Shubbak el-Habayeb, the bread of the month for the Bread Baking Babes, is a delightful and aromatic Iraqi Sweet Bread. Translated, it means The Lover’s Window.
The dough is shaped into square buns and scored with vertical cuts that go all the way through the dough. Now whether the cuts stay that way is another matter altogether. Bread has a mind of its own so the slits may close back up like mine did, but don’t let that bother you, these buns are fabulous!
Karen of Karen’s Kitchen Stories, chose this fragrant bread as the monthly bake. I really enjoyed the blend of spices and flavors used in this bread. Each bun is infused with orange blossom water, rose water, cardamom, and mahleb to create a delicious and aromatic experience.
If you aren’t familiar with Mahleb (or mahlab), it is a powder made from the seeds of the St. Lucy’s cherry. I didn’t have any, but as it turns out, there is a very simple substitute for Mahleb that you can make with spices you probably already have in your spice cabinet.
Just blend together a mixture of ground cinnamon, allspice and bay leaves (refer to the note in recipe). I had ground cinnamon and ground allspice and some dried bay leaves. So I ground the bay leaves in my coffee grinder and mixed the powdered bay leaves with the other spices, and voila! That was easy!
My version of this Iraqi Sweet Bread is made with all-purpose and whole grain einkorn flours. As such, I adjusted the hydration and reduced the amount of yeast used, accordingly.
On bake day, I was in a hurry to bring them to a Mother’s Day dinner so I ended up with round and oval buns instead of square, but they were delicious nonetheless. I scored some vertical slits, but due to the stickiness of the einkorn dough, I ended up with some other more creative cuts.
These buns were a big hit with everyone who attended the dinner party. Even though these spiced buns are a bit sweet, they complimented the savory main dish very nicely.

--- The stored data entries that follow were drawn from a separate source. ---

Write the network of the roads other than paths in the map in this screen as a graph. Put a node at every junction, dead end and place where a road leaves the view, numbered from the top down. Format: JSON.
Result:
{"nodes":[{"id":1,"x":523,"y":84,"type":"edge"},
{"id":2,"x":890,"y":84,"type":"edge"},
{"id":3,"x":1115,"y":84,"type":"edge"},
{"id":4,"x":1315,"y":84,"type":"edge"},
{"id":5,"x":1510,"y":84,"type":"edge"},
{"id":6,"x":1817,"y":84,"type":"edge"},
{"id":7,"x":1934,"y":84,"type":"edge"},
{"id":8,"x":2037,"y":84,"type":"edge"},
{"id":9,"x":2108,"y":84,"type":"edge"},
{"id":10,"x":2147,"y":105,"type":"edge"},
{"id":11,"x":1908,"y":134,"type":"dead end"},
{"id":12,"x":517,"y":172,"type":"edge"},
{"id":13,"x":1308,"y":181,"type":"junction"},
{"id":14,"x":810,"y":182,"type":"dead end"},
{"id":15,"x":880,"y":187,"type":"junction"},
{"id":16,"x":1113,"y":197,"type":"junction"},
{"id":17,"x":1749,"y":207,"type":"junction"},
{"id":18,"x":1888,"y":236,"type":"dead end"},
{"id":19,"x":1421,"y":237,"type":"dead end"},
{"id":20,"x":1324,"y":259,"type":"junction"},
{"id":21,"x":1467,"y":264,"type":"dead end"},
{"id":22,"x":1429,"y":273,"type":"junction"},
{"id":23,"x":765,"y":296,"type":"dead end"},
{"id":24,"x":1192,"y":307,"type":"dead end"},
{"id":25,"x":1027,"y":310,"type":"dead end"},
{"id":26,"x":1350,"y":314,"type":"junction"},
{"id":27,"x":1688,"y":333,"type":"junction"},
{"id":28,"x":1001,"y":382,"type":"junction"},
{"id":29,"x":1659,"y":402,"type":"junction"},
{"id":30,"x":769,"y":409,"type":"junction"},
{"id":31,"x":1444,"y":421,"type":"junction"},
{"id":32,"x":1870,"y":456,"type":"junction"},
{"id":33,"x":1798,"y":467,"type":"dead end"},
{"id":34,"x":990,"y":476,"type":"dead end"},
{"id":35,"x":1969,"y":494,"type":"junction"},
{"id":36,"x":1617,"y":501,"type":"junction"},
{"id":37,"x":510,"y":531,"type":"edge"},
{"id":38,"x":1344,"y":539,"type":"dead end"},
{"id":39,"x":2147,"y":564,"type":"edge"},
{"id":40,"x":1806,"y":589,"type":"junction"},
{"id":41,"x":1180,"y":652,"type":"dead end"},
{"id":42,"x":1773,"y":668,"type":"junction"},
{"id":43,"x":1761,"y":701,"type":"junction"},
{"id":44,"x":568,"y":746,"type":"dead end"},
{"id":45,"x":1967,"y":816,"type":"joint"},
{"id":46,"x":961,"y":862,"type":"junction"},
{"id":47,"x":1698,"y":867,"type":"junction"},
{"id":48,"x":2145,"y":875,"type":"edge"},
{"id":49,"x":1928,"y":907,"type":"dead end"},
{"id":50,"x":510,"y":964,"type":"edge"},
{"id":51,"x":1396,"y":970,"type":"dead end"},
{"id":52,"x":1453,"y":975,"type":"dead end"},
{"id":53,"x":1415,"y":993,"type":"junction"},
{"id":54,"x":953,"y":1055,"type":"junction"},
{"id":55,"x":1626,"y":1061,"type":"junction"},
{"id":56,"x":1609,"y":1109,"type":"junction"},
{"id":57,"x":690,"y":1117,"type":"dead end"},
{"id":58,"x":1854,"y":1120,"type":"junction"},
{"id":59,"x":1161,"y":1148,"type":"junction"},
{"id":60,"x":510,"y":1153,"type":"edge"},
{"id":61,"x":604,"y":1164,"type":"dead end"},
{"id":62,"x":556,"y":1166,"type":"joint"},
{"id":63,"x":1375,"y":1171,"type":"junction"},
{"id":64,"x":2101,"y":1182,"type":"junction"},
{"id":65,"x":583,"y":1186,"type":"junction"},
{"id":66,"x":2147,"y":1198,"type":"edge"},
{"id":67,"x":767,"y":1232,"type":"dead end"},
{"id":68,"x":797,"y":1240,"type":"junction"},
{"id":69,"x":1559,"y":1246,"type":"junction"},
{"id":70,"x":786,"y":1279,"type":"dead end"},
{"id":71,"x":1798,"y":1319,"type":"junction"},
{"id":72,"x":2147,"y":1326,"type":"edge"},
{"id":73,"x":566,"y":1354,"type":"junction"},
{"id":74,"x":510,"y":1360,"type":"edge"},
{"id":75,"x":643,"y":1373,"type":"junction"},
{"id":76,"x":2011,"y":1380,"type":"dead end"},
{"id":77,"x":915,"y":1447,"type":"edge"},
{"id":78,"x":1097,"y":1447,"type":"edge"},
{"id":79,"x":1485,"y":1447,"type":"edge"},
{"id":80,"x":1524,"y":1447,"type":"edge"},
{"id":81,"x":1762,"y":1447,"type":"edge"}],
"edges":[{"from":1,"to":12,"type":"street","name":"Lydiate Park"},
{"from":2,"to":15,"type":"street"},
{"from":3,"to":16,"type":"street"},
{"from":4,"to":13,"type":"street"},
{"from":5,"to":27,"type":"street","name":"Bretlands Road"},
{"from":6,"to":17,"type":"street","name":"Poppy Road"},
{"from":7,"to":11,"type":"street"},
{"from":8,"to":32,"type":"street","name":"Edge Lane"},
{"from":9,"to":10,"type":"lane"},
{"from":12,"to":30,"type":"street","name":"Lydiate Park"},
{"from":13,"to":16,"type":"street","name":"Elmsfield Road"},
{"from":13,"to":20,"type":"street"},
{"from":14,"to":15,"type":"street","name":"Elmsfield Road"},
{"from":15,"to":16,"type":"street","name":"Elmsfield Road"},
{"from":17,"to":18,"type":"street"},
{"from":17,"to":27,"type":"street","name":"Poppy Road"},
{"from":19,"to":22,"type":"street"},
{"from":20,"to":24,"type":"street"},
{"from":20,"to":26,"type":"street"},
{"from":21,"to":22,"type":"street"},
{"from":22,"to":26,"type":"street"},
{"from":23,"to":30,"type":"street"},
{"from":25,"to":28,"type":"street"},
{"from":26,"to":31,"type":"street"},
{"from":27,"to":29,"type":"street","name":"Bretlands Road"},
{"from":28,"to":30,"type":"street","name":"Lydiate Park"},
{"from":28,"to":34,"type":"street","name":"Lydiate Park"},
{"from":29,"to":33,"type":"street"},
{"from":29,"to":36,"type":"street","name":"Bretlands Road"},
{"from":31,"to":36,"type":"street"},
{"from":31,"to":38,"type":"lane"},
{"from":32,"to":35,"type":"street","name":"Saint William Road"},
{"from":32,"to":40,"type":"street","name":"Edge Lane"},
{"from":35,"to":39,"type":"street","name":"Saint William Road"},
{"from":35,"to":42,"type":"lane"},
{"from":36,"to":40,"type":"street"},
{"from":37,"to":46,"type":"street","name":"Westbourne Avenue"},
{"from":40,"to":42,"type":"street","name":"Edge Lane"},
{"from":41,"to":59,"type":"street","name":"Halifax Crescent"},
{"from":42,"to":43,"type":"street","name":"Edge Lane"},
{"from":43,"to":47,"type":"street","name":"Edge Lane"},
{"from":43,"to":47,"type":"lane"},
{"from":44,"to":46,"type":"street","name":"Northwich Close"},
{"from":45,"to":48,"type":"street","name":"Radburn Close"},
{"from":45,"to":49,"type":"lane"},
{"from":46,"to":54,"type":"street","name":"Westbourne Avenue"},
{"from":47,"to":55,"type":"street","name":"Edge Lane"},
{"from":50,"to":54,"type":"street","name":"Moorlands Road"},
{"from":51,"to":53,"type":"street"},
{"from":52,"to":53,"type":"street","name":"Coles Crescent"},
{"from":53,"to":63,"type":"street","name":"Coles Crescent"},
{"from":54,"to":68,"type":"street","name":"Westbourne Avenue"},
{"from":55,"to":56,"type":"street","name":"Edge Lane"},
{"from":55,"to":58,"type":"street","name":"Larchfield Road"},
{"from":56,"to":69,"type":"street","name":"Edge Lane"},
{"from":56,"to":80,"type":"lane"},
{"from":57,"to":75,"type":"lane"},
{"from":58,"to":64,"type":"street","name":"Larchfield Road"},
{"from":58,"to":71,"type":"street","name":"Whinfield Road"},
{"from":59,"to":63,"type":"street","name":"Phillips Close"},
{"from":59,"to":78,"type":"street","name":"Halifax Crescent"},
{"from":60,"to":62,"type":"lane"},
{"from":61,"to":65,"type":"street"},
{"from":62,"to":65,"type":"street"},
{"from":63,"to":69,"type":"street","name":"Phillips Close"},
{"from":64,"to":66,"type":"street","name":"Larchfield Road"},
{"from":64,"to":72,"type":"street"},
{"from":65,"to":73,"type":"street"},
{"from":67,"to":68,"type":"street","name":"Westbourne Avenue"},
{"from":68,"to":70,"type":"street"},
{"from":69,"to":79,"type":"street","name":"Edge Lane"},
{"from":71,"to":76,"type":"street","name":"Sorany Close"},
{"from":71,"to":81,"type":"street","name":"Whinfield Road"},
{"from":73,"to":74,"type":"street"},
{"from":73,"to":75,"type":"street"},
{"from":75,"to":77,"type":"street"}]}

- 480 g/ 4 cups all purpose einkorn flour
- 120 g/ 1 cup whole grain einkorn flour
- 2 g/ 1 tsp instant yeast
- 100 g/ ½ cup sugar
- 225 g / 1 cup milk, scalded then cooled, divided *
- 2 large eggs
- ½ teaspoon orange blossom water
- ½ teaspoon rose water
- ½ teaspoon ground cardamom
- ½ teaspoon ground mahleb (see notes at end)
- 12 grams/1 tablespoon salt
- 50 grams/3 tablespoons butter, melted and cooled
- * Since I used einkorn, I wasn't sure about the hydration so I started with about ¾ cup of milk, then added an additional ¼ cup during kneading
- 1 egg **
- 1 tablespoon water
- Pinch of salt
- Pinch of sugar
- Sesame seeds, poppy seeds
- **I omitted the egg and just brushed the tops with a water/sugar mixture.
- Pour the flour into a bowl, and create a well in the middle. Sprinkle the yeast and sugar into the well, and add ¾ cup of milk. Cover the milk with some of the flour from the sides. Cover the bowl with plastic wrap or a towel, and let rest for one hour.
- Add the eggs, flower waters, cardamom, mahlab, and salt to the mixture in the bowl and mix with your hands to form a rough dough. Add additional ¼ cup milk as needed to ensure the dough isn't too dry.
- Turn it out onto an unfloured counter, and knead for 10 minutes. Add the butter, and knead for 5 more minutes or until the butter is thoroughly incorporated throughout the dough.
- Let the dough rest for 15 minutes, then fold and turn the dough. Place the dough into a clean bowl and let rise in a warm spot, covered, for about two hours, until doubled. Fold the dough in the bowl after the first hour, then let it rest for the remaining hour.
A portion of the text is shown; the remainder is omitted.